Liver Transplant Outperforms Other Therapies for Colorectal Cancer That Has Spread to the Liver
08/01/2024
Colorectal cancer often spreads to the liver, and for some patients, surgical removal of their liver tumors is not an option. A new study led by researchers at the Wilmot Cancer Institute and University of Rochester Medical Center (URMC) shows that a select group of patients with colorectal cancer that has spread to the liver tend to fare better if they receive a liver transplant as opposed to other common therapies.
In the study, published in JAMA Surgery, patients who had liver transplants tended to live longer without cancer progression than patients who opted for other treatments. While previous studies have shown the benefits of liver transplants for these patients, this is the first study to compare liver transplants to other treatment options.
“In any cancer treatment, it's very easy to describe the outcomes of the patients who received the intervention, but similar patients that did not undergo the intervention can serve as a good comparison,” said Matthew Byrne, MD, a surgery resident at URMC and author of the study. “Without randomized, controlled trial data, this study offers the best evidence that is available to understand whether liver transplant provides better outcomes over other treatments.”
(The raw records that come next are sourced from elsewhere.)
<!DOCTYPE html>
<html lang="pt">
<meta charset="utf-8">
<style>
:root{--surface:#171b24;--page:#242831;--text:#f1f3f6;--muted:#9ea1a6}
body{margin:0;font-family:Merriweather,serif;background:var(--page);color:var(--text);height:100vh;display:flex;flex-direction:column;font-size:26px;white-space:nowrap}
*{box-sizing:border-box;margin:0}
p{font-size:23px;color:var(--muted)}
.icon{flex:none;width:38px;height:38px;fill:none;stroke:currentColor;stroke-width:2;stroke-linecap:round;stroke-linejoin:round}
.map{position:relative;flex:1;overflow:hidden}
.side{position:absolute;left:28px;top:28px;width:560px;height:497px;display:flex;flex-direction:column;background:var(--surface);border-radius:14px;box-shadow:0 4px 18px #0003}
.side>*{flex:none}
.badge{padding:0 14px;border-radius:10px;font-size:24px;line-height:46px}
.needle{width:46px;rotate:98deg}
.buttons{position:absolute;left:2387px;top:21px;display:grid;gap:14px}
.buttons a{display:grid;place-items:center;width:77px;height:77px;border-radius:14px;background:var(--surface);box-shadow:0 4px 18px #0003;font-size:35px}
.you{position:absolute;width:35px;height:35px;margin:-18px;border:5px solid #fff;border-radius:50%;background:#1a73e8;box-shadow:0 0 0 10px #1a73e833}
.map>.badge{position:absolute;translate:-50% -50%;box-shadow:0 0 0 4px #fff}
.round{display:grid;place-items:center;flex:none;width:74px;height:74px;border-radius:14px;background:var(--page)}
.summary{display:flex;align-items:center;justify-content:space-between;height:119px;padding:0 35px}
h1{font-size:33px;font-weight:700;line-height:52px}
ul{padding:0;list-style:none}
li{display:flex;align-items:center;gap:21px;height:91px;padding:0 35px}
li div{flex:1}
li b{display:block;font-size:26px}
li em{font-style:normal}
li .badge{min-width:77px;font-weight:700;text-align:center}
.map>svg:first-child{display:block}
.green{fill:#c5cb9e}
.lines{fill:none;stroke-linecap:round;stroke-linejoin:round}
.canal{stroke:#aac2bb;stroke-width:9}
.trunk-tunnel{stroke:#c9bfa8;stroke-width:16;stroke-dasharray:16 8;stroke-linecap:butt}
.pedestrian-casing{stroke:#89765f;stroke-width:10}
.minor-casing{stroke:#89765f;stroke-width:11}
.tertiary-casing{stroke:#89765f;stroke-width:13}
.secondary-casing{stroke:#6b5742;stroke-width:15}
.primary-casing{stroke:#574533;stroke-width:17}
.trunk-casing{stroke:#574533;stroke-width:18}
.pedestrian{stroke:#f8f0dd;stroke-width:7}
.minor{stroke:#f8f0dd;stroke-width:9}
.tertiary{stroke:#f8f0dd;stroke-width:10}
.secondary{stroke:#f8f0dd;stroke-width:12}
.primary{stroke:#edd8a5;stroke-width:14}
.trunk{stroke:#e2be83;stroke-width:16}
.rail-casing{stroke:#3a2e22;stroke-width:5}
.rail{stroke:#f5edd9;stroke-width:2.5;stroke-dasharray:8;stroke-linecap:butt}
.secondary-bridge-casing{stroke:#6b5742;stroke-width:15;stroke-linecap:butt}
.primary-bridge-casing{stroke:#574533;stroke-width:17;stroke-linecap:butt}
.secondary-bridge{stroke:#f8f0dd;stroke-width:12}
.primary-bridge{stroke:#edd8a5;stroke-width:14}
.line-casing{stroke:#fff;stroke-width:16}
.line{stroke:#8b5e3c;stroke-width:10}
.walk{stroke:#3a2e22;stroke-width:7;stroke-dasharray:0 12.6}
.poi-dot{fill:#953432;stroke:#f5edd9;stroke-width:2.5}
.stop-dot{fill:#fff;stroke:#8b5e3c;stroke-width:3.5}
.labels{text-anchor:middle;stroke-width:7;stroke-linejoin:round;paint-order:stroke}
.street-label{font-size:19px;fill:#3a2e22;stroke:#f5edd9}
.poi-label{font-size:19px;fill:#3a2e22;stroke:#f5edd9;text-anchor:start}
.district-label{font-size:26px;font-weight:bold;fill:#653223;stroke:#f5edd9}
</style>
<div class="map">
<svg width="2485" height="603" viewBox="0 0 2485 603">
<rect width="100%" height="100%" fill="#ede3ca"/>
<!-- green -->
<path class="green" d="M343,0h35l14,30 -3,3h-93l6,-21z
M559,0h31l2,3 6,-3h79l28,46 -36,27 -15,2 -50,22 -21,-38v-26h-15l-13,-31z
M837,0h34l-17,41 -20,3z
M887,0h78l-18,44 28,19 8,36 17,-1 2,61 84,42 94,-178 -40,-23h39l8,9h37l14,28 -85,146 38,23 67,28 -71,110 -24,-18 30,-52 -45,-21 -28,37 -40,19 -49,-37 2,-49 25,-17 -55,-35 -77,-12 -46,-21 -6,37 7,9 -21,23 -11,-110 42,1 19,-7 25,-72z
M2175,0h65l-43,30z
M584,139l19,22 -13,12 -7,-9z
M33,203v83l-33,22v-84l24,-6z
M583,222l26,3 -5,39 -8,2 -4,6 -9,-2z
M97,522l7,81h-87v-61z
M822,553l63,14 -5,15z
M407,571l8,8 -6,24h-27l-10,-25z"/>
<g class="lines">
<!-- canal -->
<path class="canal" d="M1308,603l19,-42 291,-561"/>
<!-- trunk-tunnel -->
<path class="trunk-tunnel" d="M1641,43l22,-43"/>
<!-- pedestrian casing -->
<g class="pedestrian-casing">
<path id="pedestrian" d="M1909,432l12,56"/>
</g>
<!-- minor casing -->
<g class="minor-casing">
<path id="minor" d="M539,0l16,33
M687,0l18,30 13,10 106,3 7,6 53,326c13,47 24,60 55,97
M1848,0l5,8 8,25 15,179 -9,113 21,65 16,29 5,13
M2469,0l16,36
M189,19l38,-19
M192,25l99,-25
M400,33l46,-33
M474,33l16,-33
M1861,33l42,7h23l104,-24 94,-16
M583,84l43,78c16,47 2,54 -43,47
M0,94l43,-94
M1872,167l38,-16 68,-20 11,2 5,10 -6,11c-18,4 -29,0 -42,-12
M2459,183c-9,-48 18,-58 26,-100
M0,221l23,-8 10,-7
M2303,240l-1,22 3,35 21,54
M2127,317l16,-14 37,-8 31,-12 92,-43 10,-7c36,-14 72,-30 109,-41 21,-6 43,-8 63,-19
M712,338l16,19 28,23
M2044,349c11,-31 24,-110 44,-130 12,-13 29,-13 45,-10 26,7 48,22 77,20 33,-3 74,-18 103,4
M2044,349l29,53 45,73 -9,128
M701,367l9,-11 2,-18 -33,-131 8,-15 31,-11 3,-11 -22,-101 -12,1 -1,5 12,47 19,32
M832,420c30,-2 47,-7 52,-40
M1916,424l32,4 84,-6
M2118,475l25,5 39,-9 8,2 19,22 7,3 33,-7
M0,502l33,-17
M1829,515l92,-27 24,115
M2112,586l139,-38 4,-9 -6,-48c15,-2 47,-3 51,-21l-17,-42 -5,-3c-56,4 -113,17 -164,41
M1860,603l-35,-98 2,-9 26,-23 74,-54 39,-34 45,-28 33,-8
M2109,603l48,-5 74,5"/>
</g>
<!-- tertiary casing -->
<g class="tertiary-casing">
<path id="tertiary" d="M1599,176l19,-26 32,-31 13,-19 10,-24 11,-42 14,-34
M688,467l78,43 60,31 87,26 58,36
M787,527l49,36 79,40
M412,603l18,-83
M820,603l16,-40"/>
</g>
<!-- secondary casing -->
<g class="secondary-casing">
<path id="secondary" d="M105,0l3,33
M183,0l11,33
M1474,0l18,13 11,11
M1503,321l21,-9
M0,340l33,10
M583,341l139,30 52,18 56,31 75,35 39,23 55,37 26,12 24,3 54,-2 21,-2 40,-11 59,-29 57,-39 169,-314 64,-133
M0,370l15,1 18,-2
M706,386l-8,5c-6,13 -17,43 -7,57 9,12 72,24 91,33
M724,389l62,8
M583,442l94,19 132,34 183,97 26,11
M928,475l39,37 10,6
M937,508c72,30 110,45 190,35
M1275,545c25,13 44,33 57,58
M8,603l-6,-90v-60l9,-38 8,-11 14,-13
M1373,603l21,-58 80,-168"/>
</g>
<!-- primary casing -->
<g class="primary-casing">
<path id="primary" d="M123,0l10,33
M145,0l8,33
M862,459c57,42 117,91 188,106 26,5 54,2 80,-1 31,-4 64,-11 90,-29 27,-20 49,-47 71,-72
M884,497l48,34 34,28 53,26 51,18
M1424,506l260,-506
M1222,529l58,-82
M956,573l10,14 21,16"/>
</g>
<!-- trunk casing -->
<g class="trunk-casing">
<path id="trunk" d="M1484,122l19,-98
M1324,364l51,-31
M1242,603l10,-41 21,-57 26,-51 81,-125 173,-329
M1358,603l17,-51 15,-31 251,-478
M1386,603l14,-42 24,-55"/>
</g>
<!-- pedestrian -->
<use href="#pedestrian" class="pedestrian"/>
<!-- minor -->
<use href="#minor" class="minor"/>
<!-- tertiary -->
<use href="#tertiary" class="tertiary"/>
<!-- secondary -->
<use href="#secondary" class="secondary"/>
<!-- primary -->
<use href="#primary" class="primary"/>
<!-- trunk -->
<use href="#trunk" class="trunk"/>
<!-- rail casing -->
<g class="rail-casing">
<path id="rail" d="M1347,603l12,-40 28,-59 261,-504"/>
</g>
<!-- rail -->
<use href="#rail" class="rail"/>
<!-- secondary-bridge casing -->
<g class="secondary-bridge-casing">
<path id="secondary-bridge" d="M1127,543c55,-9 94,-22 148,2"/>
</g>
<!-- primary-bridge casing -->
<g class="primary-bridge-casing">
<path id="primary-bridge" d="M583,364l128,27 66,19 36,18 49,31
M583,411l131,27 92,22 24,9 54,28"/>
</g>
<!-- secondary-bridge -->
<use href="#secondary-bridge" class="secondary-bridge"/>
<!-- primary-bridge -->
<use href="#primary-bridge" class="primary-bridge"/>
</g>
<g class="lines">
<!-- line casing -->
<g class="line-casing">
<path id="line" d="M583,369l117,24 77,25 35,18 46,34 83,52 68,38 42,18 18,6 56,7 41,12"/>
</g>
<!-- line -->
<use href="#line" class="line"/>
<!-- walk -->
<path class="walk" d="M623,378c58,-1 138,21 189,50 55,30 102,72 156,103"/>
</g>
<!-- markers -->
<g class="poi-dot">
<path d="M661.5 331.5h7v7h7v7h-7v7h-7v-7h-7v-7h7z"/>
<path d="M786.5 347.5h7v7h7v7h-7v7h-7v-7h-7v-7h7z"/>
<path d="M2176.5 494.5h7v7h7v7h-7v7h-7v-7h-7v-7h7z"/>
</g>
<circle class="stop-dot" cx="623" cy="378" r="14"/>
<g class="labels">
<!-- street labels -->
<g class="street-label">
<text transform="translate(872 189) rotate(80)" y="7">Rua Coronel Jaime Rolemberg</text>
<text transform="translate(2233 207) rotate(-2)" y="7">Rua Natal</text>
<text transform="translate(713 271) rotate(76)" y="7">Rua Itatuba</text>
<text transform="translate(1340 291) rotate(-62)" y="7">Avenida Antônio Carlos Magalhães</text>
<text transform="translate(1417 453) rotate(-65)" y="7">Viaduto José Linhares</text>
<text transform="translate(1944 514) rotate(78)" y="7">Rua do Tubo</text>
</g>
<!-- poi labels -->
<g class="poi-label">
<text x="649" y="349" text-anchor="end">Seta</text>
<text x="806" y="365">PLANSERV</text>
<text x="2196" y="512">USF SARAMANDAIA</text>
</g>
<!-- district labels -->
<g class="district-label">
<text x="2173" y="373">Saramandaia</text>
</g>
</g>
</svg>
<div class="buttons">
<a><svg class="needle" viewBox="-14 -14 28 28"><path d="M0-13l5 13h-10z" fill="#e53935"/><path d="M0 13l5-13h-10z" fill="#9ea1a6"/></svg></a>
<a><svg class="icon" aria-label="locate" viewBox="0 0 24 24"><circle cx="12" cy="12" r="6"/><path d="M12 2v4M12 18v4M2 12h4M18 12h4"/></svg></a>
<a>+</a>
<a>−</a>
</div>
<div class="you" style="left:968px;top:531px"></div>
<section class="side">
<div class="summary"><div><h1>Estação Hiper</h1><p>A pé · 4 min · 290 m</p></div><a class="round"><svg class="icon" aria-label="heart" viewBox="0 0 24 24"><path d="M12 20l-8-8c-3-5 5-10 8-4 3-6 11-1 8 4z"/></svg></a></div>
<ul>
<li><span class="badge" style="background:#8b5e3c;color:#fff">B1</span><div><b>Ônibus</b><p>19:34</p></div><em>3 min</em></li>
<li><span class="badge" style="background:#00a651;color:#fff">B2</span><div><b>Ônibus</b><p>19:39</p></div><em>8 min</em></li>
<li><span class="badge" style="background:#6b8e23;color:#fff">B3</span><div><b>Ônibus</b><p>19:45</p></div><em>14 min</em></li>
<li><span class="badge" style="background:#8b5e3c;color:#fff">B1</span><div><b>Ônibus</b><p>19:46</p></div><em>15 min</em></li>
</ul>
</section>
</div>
Because livers from deceased donors are in short supply, 17 of the 20 liver transplant patients in the study received liver tissue from living donors.
URMC’s liver transplant program has performed more living-donor liver transplants for patients with colorectal liver metastases than any other center in North America, 24 in total as of July 2024.
“Right now, URMC is the largest center in the country and the second largest center in the world, doing liver transplant for colorectal liver metastases,” said Hernandez-Alejandro, who led the recent effort to establish a living-donor liver transplant program at URMC.
The study, led by Roberto Hernandez-Alejandro, MD, chief of Abdominal Transplant and Liver Surgery at URMC, followed 33 patients whose colorectal cancer was under control, but who had liver tumors that could not be surgically removed. All 33 patients were eligible for liver transplantation, but only 20 chose to have a transplant, while 13 opted for other classical therapies, like removal of part of the liver, chemotherapy, or liver-directed therapies.
Compared to the classical therapy group, the liver transplant group had significantly higher progression-free survival rates across three years of follow-up. One year after liver transplant, 90 percent of patients showed no signs of cancer progression. That number dropped to 73 percent after two years and to 36 percent at three years. On the other hand, only 42 percent of patients who opted for other therapies were cancer-progression-free after one year, which dropped to roughly 10 percent after two and three years.
The transplant group also had higher overall survival rates than the standard therapy group, though the difference wasn’t statistically significant. At the three-year follow-up, 90 percent of transplant patients had survived, compared to 73 percent of patients who received other therapies.
Though this study provides solid evidence, larger clinical trials will be needed to fully understand the added benefit of liver transplant compared to other treatments for these patients—and to better refine which patients benefit most.
“Unfortunately, liver transplantation is not for every single patient who has advanced metastatic disease in the liver,” said Hernandez-Alejandro. “The way we can have good results and help these patients is by establishing strict criteria based on tumor biology, the behavior of these tumors, how well they respond to chemotherapy. We only perform transplants for patients who are likely to have a good outcome.”